Wait, it gets worse.  I can prove you don’t exist.  Science is fantastic.  I mean, I get why people think they’re just making stuff up, because quantum physics is bonkers.

Because if you get down that small, if you’re looking at electrons, first of all you’re using the most advanced science we’ve ever scienced, machines the size of cities, billions of dollars of infrastructure.  And it still barely works.  You’re trying to catch ghosts.  Really you are because the only way you see quantum particles is smashing them into each other and taking a photo.

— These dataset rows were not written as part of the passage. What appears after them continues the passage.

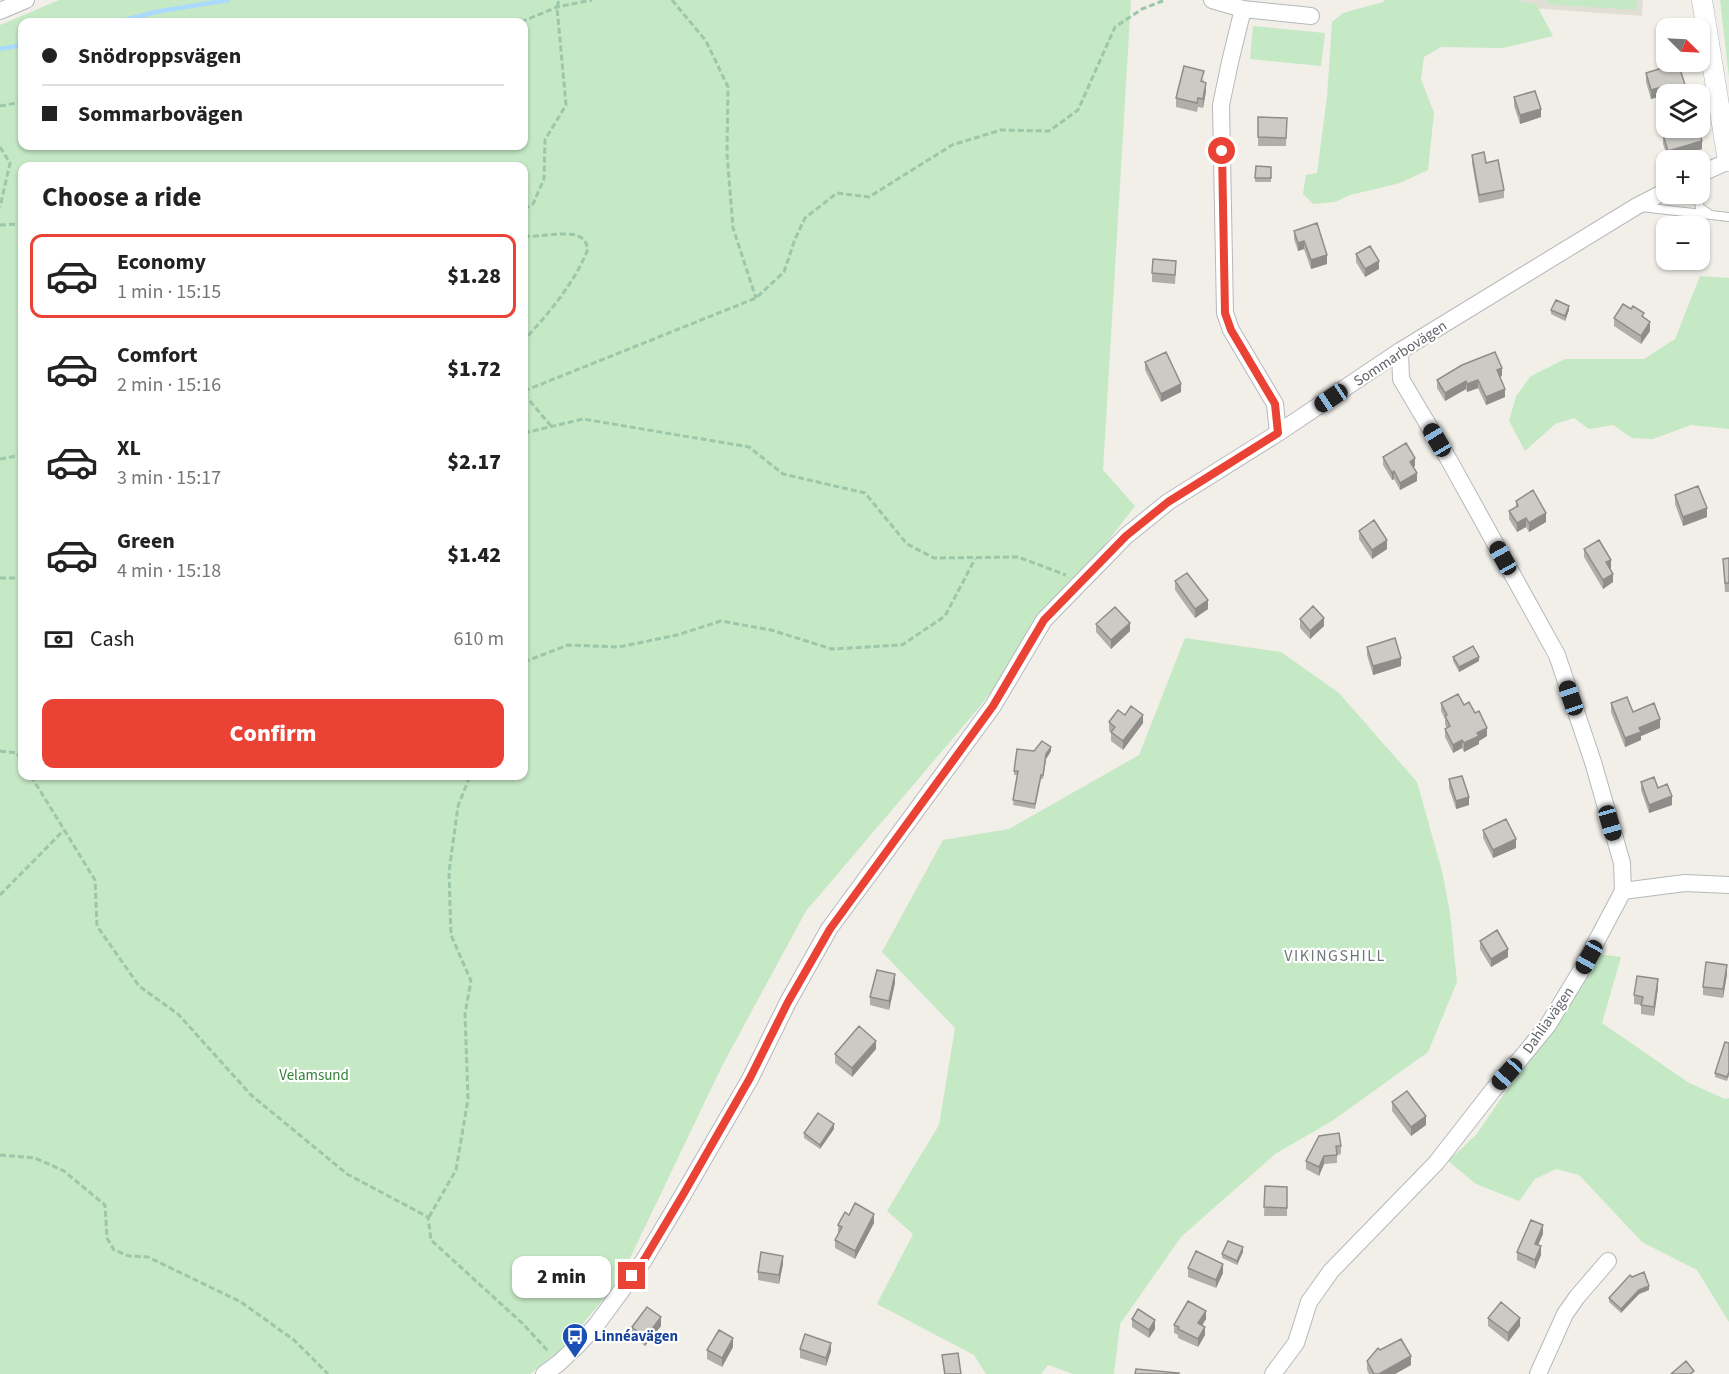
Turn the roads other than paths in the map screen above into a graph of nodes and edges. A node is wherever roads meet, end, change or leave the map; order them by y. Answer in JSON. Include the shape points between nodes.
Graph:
{"nodes":[{"id":1,"x":26,"y":0,"type":"edge"},
{"id":2,"x":1212,"y":0,"type":"edge"},
{"id":3,"x":1702,"y":0,"type":"edge"},
{"id":4,"x":1243,"y":9,"type":"junction"},
{"id":5,"x":0,"y":11,"type":"edge"},
{"id":6,"x":1311,"y":16,"type":"dead end"},
{"id":7,"x":1729,"y":161,"type":"edge"},
{"id":8,"x":1710,"y":171,"type":"edge"},
{"id":9,"x":1656,"y":196,"type":"edge"},
{"id":10,"x":1699,"y":204,"type":"edge"},
{"id":11,"x":1637,"y":206,"type":"junction"},
{"id":12,"x":1711,"y":215,"type":"junction"},
{"id":13,"x":1729,"y":217,"type":"edge"},
{"id":14,"x":1400,"y":351,"type":"junction"},
{"id":15,"x":1278,"y":433,"type":"junction"},
{"id":16,"x":1729,"y":885,"type":"edge"},
{"id":17,"x":1623,"y":891,"type":"junction"},
{"id":18,"x":1608,"y":1261,"type":"dead end"},
{"id":19,"x":564,"y":1369,"type":"edge"},
{"id":20,"x":544,"y":1374,"type":"edge"},
{"id":21,"x":1273,"y":1374,"type":"edge"},
{"id":22,"x":1538,"y":1374,"type":"edge"}],
"edges":[{"from":1,"to":5,"type":"street"},
{"from":2,"to":4,"type":"street"},
{"from":3,"to":7,"type":"street"},
{"from":4,"to":6,"type":"street"},
{"from":4,"to":15,"type":"street","via":[[1221,105],[1225,313],[1275,404]]},
{"from":7,"to":8,"type":"street"},
{"from":9,"to":11,"type":"street","name":"Sommarbovägen"},
{"from":10,"to":12,"type":"lane"},
{"from":11,"to":12,"type":"lane"},
{"from":11,"to":14,"type":"street","name":"Sommarbovägen"},
{"from":12,"to":13,"type":"lane"},
{"from":14,"to":15,"type":"street","name":"Sommarbovägen"},
{"from":14,"to":17,"type":"street","via":[[1401,379],[1557,655],[1622,863]]},
{"from":15,"to":19,"type":"street","name":"Sommarbovägen","via":[[1168,502],[1126,536],[1044,620],[993,706],[830,929],[750,1078],[644,1260]]},
{"from":16,"to":17,"type":"street","via":[[1685,883]]},
{"from":17,"to":21,"type":"street","name":"Dahliavägen","via":[[1548,1025],[1436,1163],[1331,1271],[1309,1302],[1296,1343]]},
{"from":18,"to":22,"type":"street","via":[[1565,1314]]},
{"from":19,"to":20,"type":"street","name":"Sommarbovägen"}]}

I’m not kidding.  This is science.  That’s what they do at the CERN super-collider, which is why they call it a collider.

But think about that.  They’re seeking the building blocks of all we know, and you’d think it would be obvious.  I mean, we’re made of atoms, everything is made of atoms, but atoms don’t really seem to be made of anything at all.

You can know where a quantum particle was, or you can know where it’s going.  You cannot, cannot by the fundamental structure of the universe, know both.  They’re like cockroaches: if you turn on the light they disappear under the cabinets. I mean it, if you locate a quantum particle, the act of looking at it makes it change direction.

Imagine you’re at a baseball game and you’re looking at something else.  Like there’s someone on the jumbotron who doesn’t know her nip has slipped or whatever is distracting you.  And you hear the crack as the batter hits the ball and so you look and you looking makes that sweet long drive to the unguarded right field suddenly in midair veer to the left and land in the midfielder’s glove.

That’s what doing quantum physics is like.  At a million bucks a throw.

Here’s the even worse bit:  in the end the odds of finding any one particle in any one given state or location are just that, odds.  There is no certainty at the bottom of reality.  Just chance.  Your particles come and go, fluctuate in and out of being, are at best potentialities that walk and talk and wear pants and think they’re in charge of some shit when you don’t even really exist. You are seafoam on an ever-cresting wave sweeping through time and space, sentient glitter that winks in and out of existence faster than you or I can imagine.

So why the fuck does it matter which bathroom I use?”